Therefore, there is a need to develop a commercially viable process which gives tau-fluvalinate with desired chiral purity as well as an improved chemical purity. The inventors of the present invention have developed one such industrially suitable process, which addresses the drawbacks of the prior art process.

OBJECTIVES OF THE INVENTION:
A primary objective of the present invention is to provide a process for purification of tau-fluvalinate.

Another objective of the present invention is to provide a process for preparation of tau-fluvalinate with desired chiral purity.

Yet another objective of the present invention is to provide tau-fluvalinate substantially free of impurities.

SUMMARY OF THE INVENTION:
A primary aspect of the present invention is to provide a process for purification of tau-fluvalinate, the process comprising treating tau-fluvalinate with a hydrocarbon solvent system.

Another aspect of the present invention is to provide a process for preparation of tau-fluvalinate with desired chiral purity, wherein the said process comprises, reacting (R)-2-(2-chloro-4-trifluoromethylphenylamino)-3-methylbutanoic acid with hydroxy(3-phenoxyphenyl)acetonitrile in presence of a solvent system comprising a mixture of a halogenated hydrocarbon and a hydrocarbon solvent.

In yet another aspect, the present invention provides a process for preparation of tau-fluvalinate with desired chiral purity wherein the said process comprises:
a) reacting (R)-2-(2-chloro-4-trifluoromethylphenylamino)-3-methylbutanoic acid with hydroxy(3-phenoxyphenyl)acetonitrile in presence of a solvent system comprising a mixture of a halogenated hydrocarbon and a hydrocarbon solvent to obtain crude tau-fluvalinate having purity less than about 90 %; and
b) treating the crude tau-fluvalinate with a hydrocarbon solvent system comprising a hydrocarbon solvent and an adsorbent.

DETAILED DESCRIPTION OF THE INVENTION:
In order to provide a clear and consistent understanding of the terms used in the present specification, a number of definitions are provided below.

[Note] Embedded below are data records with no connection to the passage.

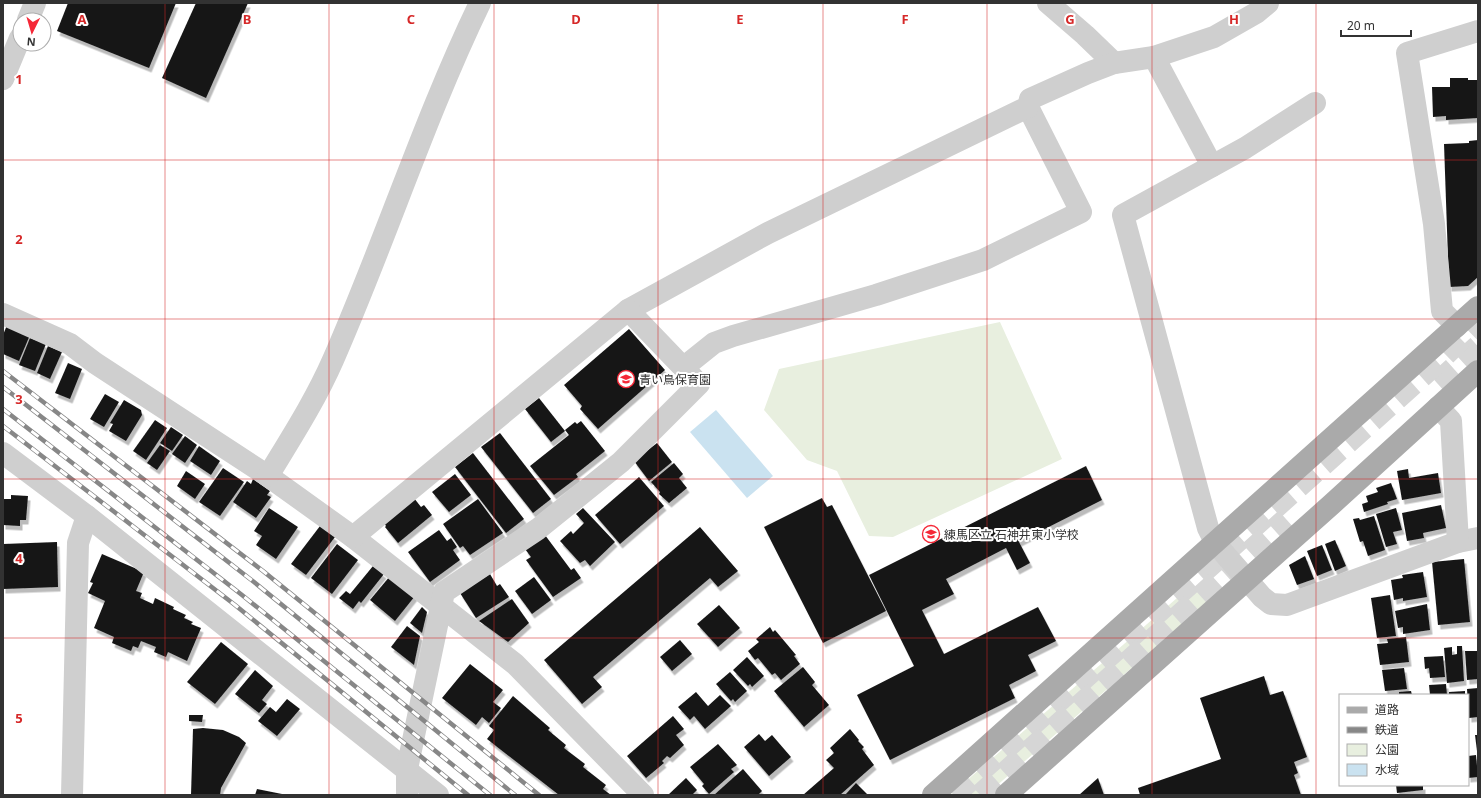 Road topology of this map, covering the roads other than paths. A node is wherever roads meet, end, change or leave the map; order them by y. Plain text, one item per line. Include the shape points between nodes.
1 (480, 3) edge
2 (1048, 3) edge
3 (1268, 3) edge
4 (1478, 30) edge
5 (14, 52) edge
6 (1154, 57) junction
7 (1114, 63) junction
8 (3, 79) edge
9 (1315, 103) dead end
10 (1028, 107) junction
11 (1212, 166) junction
12 (1478, 307) edge
13 (628, 310) junction
14 (3, 314) edge
15 (1457, 326) junction
16 (684, 367) junction
17 (1478, 371) edge
18 (1438, 407) junction
19 (3, 453) edge
20 (268, 476) junction
21 (87, 516) junction
22 (353, 537) junction
23 (1468, 540) edge
24 (1216, 544) junction
25 (1247, 579) junction
26 (440, 606) junction
27 (407, 769) junction
28 (72, 795) edge
29 (407, 795) edge
30 (438, 795) edge
31 (643, 795) edge
32 (934, 795) edge
33 (1006, 795) edge

1 - 20 street via 455,56 332,361 304,416
2 - 7 street
3 - 6 street via 1256,13 1214,37
4 - 15 street via 1407,53 1434,224 1442,311
5 - 8 street
6 - 7 street
6 - 11 street
7 - 10 street via 1030,99
9 - 11 street
10 - 13 street via 768,233
10 - 16 street via 1081,212 983,260 714,343
11 - 24 street via 1123,215 1208,528
12 - 15 main road
13 - 16 street
13 - 22 street
14 - 20 street via 70,344
15 - 24 main road
16 - 26 street via 699,384 621,462 538,529 444,592
17 - 18 main road
18 - 23 street via 1451,421
18 - 25 main road
19 - 21 street
20 - 22 street
21 - 27 street
21 - 28 street via 78,543
22 - 26 street
23 - 25 street via 1287,605 1271,604
24 - 25 street
24 - 32 main road
25 - 33 main road
26 - 27 street
26 - 31 street via 515,664
27 - 29 street
27 - 30 street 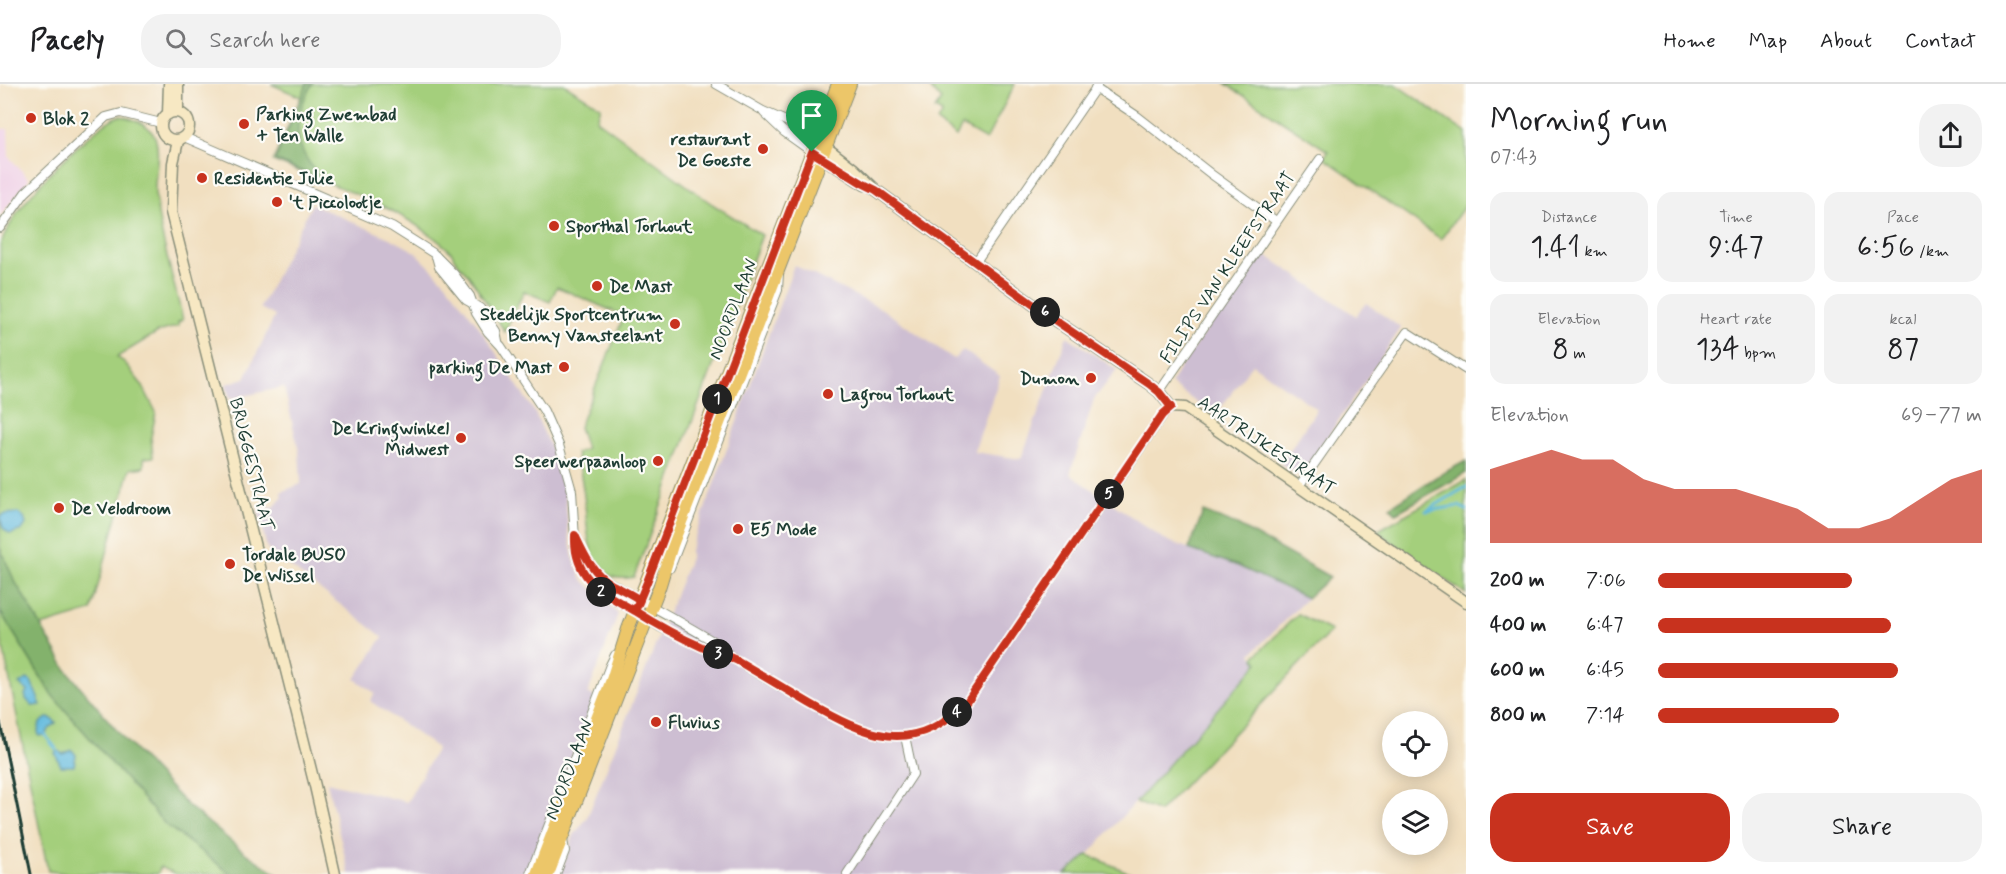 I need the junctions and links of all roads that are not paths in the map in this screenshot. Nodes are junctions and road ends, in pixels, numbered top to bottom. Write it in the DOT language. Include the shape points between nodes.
graph roads {
  1 [pos="169,84"];
  2 [pos="178,84"];
  3 [pos="716,84"];
  4 [pos="847,85"];
  5 [pos="1096,86"];
  6 [pos="763,111"];
  7 [pos="173,113"];
  8 [pos="161,123"];
  9 [pos="177,139"];
  10 [pos="819,149"];
  11 [pos="1320,159"];
  12 [pos="1276,221"];
  13 [pos="0,228"];
  14 [pos="975,263"];
  15 [pos="1466,370"];
  16 [pos="1159,392"];
  17 [pos="1171,407"];
  18 [pos="1299,486"];
  19 [pos="575,535"];
  20 [pos="1466,602"];
  21 [pos="638,605"];
  22 [pos="649,612"];
  23 [pos="622,647"];
  24 [pos="735,659"];
  25 [pos="905,736"];
  26 [pos="562,838"];
  27 [pos="334,874"];
  28 [pos="530,874"];
  29 [pos="537,874"];
  30 [pos="548,874"];
  31 [pos="556,874"];
  32 [pos="847,874"];
  1 -- 7 [label="street"];
  2 -- 7 [label="street"];
  3 -- 6 [label="street, AARTRIJKESTRAAT"];
  4 -- 10 [label="main road, NOORDLAAN"];
  5 -- 12 [label="street"];
  5 -- 14 [label="street"];
  6 -- 10 [label="street, AARTRIJKESTRAAT" via="784,132"];
  6 -- 10 [label="street, AARTRIJKESTRAAT" via="795,125"];
  7 -- 8 [label="street"];
  7 -- 9 [label="street" via="189,121 189,131"];
  8 -- 9 [label="street" via="162,131"];
  8 -- 13 [label="street" via="121,113 106,117 31,186"];
  9 -- 19 [label="street" via="392,227 454,273 488,332 540,405 560,445 572,491"];
  9 -- 27 [label="street, BRUGGESTRAAT" via="173,220"];
  10 -- 14 [label="street, AARTRIJKESTRAAT" via="854,169 876,190"];
  10 -- 21 [label="main road, NOORDLAAN"];
  10 -- 22 [label="main road, NOORDLAAN" via="779,269"];
  11 -- 12 [label="street, FILIPS VAN KLEEFSTRAAT"];
  12 -- 16 [label="street, FILIPS VAN KLEEFSTRAAT"];
  14 -- 16 [label="street, AARTRIJKESTRAAT"];
  15 -- 18 [label="street" via="1407,332"];
  16 -- 17 [label="street, AARTRIJKESTRAAT"];
  17 -- 18 [label="street, AARTRIJKESTRAAT" via="1185,408"];
  17 -- 25 [label="street" via="966,703 937,726"];
  18 -- 20 [label="street, AARTRIJKESTRAAT"];
  19 -- 21 [label="street" via="588,562"];
  19 -- 21 [label="street" via="576,555 591,582 606,595"];
  21 -- 22 [label="street"];
  21 -- 22 [label="street"];
  21 -- 23 [label="main road, NOORDLAAN"];
  22 -- 24 [label="street" via="714,642"];
  22 -- 24 [label="street" via="660,627"];
  22 -- 26 [label="main road, NOORDLAAN"];
  23 -- 28 [label="street, NOORDLAAN" via="610,665"];
  23 -- 29 [label="main road, NOORDLAAN"];
  24 -- 25 [label="street" via="859,729"];
  25 -- 32 [label="street" via="913,774"];
  26 -- 30 [label="main road, NOORDLAAN"];
  26 -- 31 [label="street, NOORDLAAN" via="565,851"];
}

Moreover, unless defined otherwise, all technical and scientific terms as used herein have the same meaning as commonly understood by the person of ordinary skill in the art to which this invention pertains.

As used in this specification the words “comprising” (and any form of comprising, such as “comprise” and “comprises”), “having” (and any form of having, such as “have” and “has”), “including” (and any form of including, such as “include” and “includes”) or “containing” (and any form of containing, such as “contain” and “contains”), are inclusive or open-ended and do not exclude additional, unrecited elements or process steps.

The term “impurities” refers to unreacted synthetic intermediates, reagents, solvents, organic and/or inorganic products of side reactions, organic and/or inorganic salts and/or other undesired materials.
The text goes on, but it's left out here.